Wasserhahn und Klodeckel rechnen sich

WHO: Wer in die Wasserversorgung in Entwicklungsländern investiert, kurbelt dort enorm die Wirtschaft an

BERLIN taz ■ Die Ökonomie der Latrine verblüfft: Für jeden Dollar, der in sanitäre Anlagen in Entwicklungsländern gesteckt wird, springen bis zu 34 Dollar Gewinn für die Volkswirtschaft heraus. Dasselbe gilt für die Trinkwasserversorgung. Das zeigen die neuesten Berechnungen der Weltgesundheitsorganisation (WHO). Diese hat sie am Dienstag in New York der UN-Kommission für nachhaltige Entwicklung vorgelegt.

2,4 Milliarden Menschen haben derzeit keinen Zugang zu sanitären Einrichtungen, 1,1 Milliarden steht kein sauberes Trinkwasser zur Verfügung. Bei der Hälfte dieser Menschen soll das bis 2015 anders werden. So hat es sich die Weltgemeinschaft mit ihren Millenniumszielen vorgenommen. Dafür muss zum einen Wasser sicherer und besser erreichbar werden. Zum anderen müssen Fäkalien effektiver entsorgt werden.

Um das zu erreichen, müssen laut WHO 11,3 Milliarden Dollar zusätzlich zu den bisherigen rund 10 Milliarden Dollar pro Jahr investiert werden. Je nach Region bringen sie der Volkswirtschaft aber zwischen 3 und 34 Dollar ein. Worauf beruht der berechnete Nutzen? Die Zahl der Durchfallerkrankungen geht um durchschnittlich 10 Prozent zurück, rechnet die WHO vor. Demnach könnten Behandlungskosten und Ausgaben der Patienten in Höhe von 7,3 Milliarden Dollar eingespart werden. Wenn weniger Menschen an Durchfall stürben, würden außerdem Arbeitstage im Wert von 750 Millionen Dollar pro Jahr gewonnen werden.

Ein bedeutender Nutzen ergibt sich schließlich aus näher liegenden Wasserquellen.

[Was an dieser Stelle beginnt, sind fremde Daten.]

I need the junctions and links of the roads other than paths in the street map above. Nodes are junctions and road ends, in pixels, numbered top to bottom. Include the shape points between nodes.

Wenn Frauen nicht mehr so weit laufen müssen, um Wasser zu holen, haben sie mehr Zeit für produktive Tätigkeiten. Außerdem könnten mehr Mädchen öfter zur Schule gehen, wenn dort Wasser und Toiletten vorhanden wären. Dieser Zeit- und Bildungsgewinn betrage umgerechnet 64 Milliarden Dollar.

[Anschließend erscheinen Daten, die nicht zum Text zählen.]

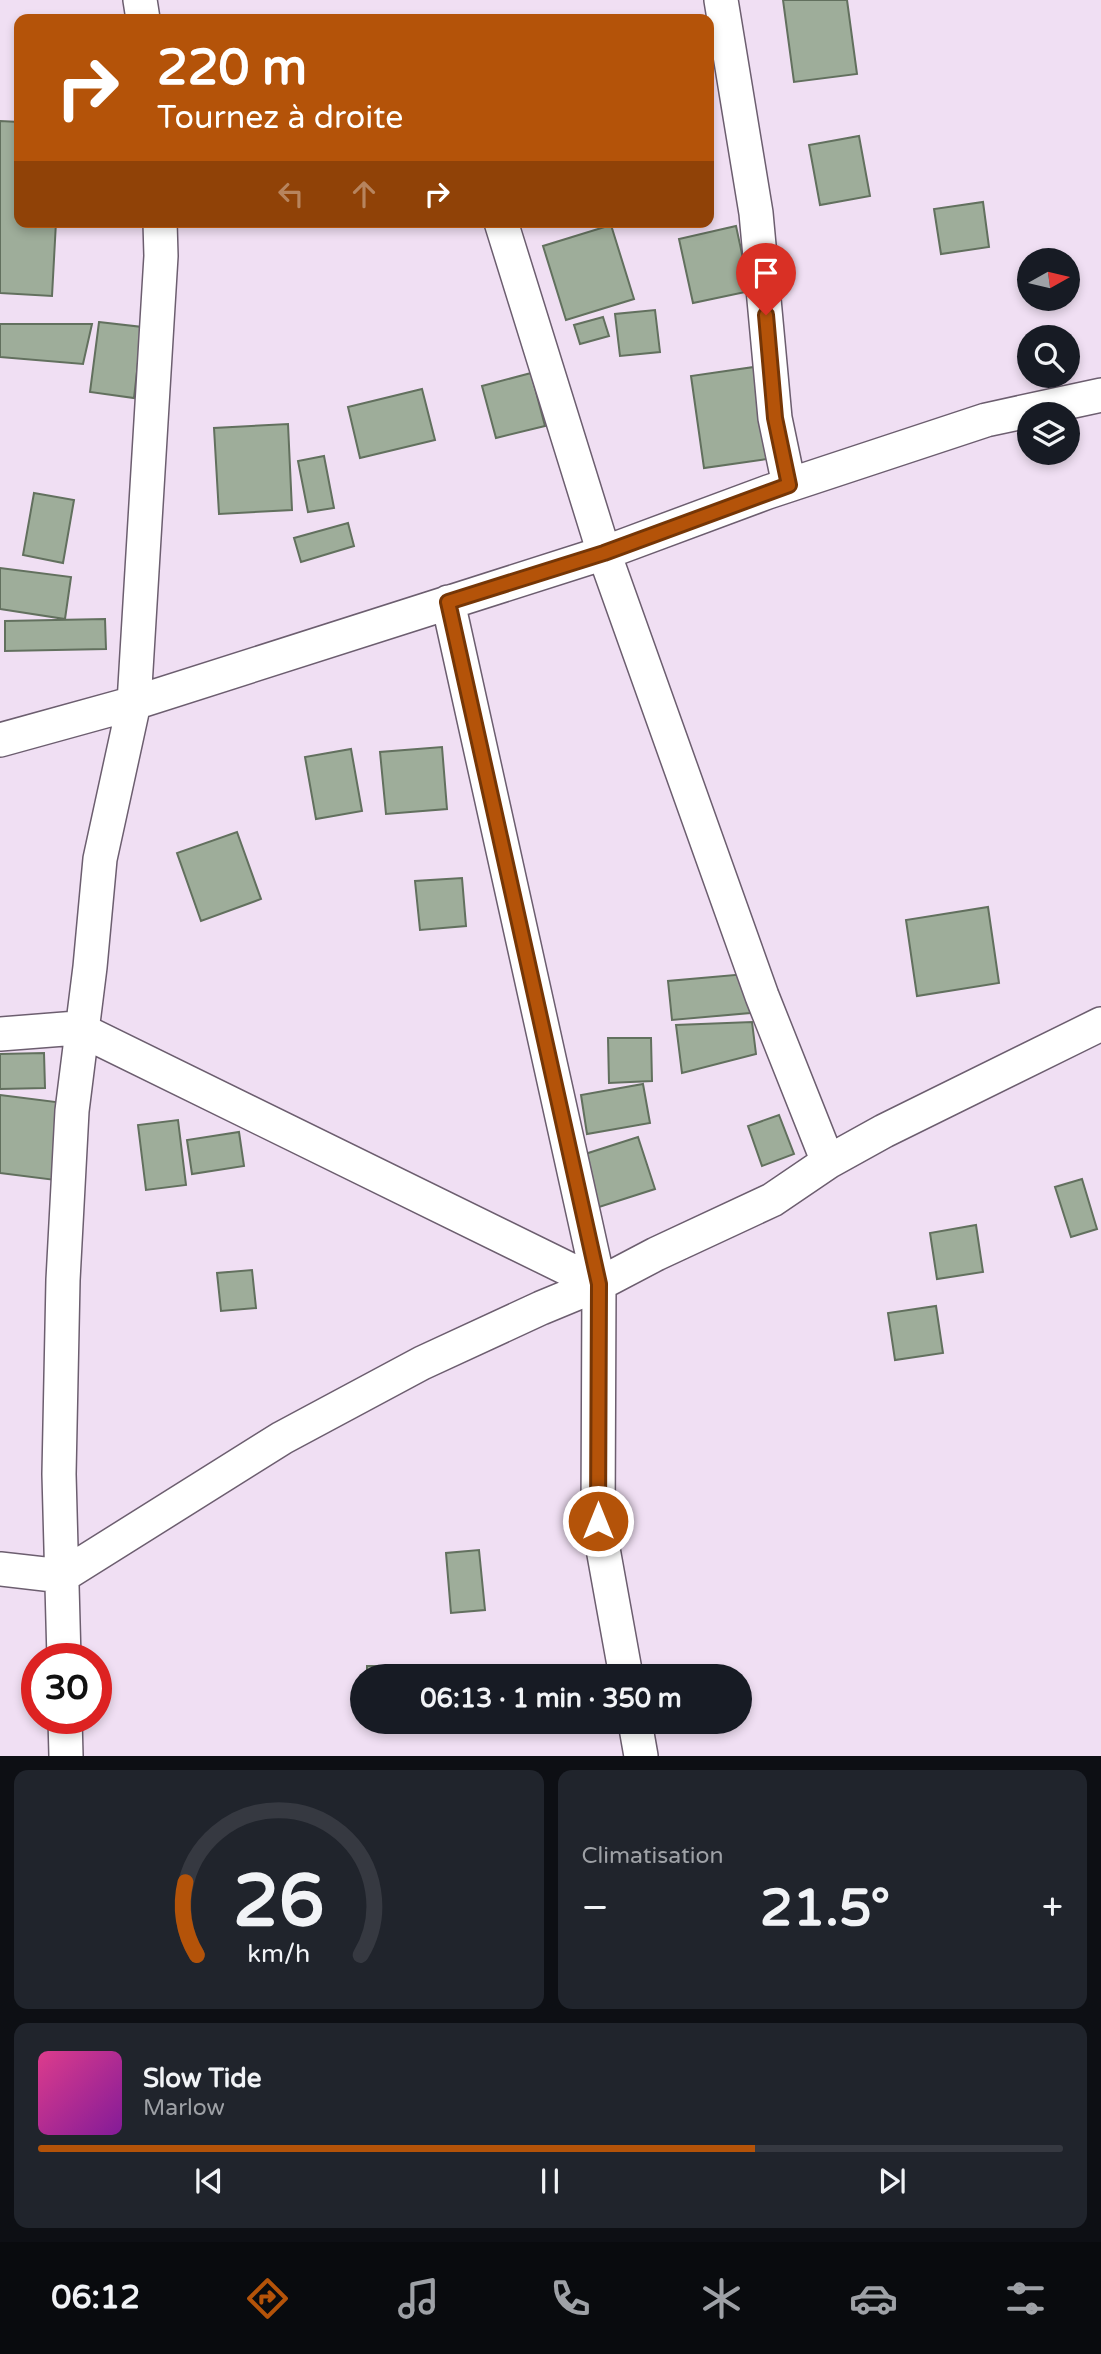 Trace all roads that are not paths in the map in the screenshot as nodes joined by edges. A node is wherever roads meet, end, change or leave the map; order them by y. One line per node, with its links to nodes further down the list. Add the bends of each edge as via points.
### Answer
1 (721, 0): 5 (street, via 756,212 775,418)
2 (160, 228): 8 (street)
3 (503, 228): 6 (street)
4 (1101, 395): 5 (street, via 986,420)
5 (789, 485): 6 (street)
6 (604, 553): 7 (street); 13 (street, via 762,996)
7 (448, 602): 8 (street); 14 (street)
8 (134, 703): 9 (street); 11 (street, via 100,859)
9 (0, 740)
10 (1101, 1024): 13 (street)
11 (82, 1031): 12 (street); 14 (street); 16 (street, via 72,1111 63,1280)
12 (0, 1034)
13 (828, 1162): 14 (street, via 772,1200)
14 (599, 1284): 16 (street, via 422,1363 282,1438); 18 (street, via 598,1521)
15 (0, 1569): 16 (street)
16 (62, 1576): 17 (street)
17 (64, 1643)
18 (624, 1664)
19 (65, 1734): 21 (street)
20 (637, 1734): 22 (street)
21 (66, 1755)
22 (640, 1755)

Ob dieser beeindruckenden Zahlen erklärte der WHO-Wasserexperte Robert Bos der taz: „Wir haben konkrete Vorschläge gemacht. Jetzt hoffen wir, dass sie von den Regierungen und den multilateralen Gebern aufgenommen werden.“ Um den Geldgebern alle Möglichkeiten offen zu halten, hat die WHO auch eine Maximallösung vorgestellt: Soll das Wasser für alle aus dem Wasserhahn kommen, wären Investitionen von 136,5 Milliarden Dollar nötig. Auch der Gewinn wäre mit 463 Milliarden Dollar immens.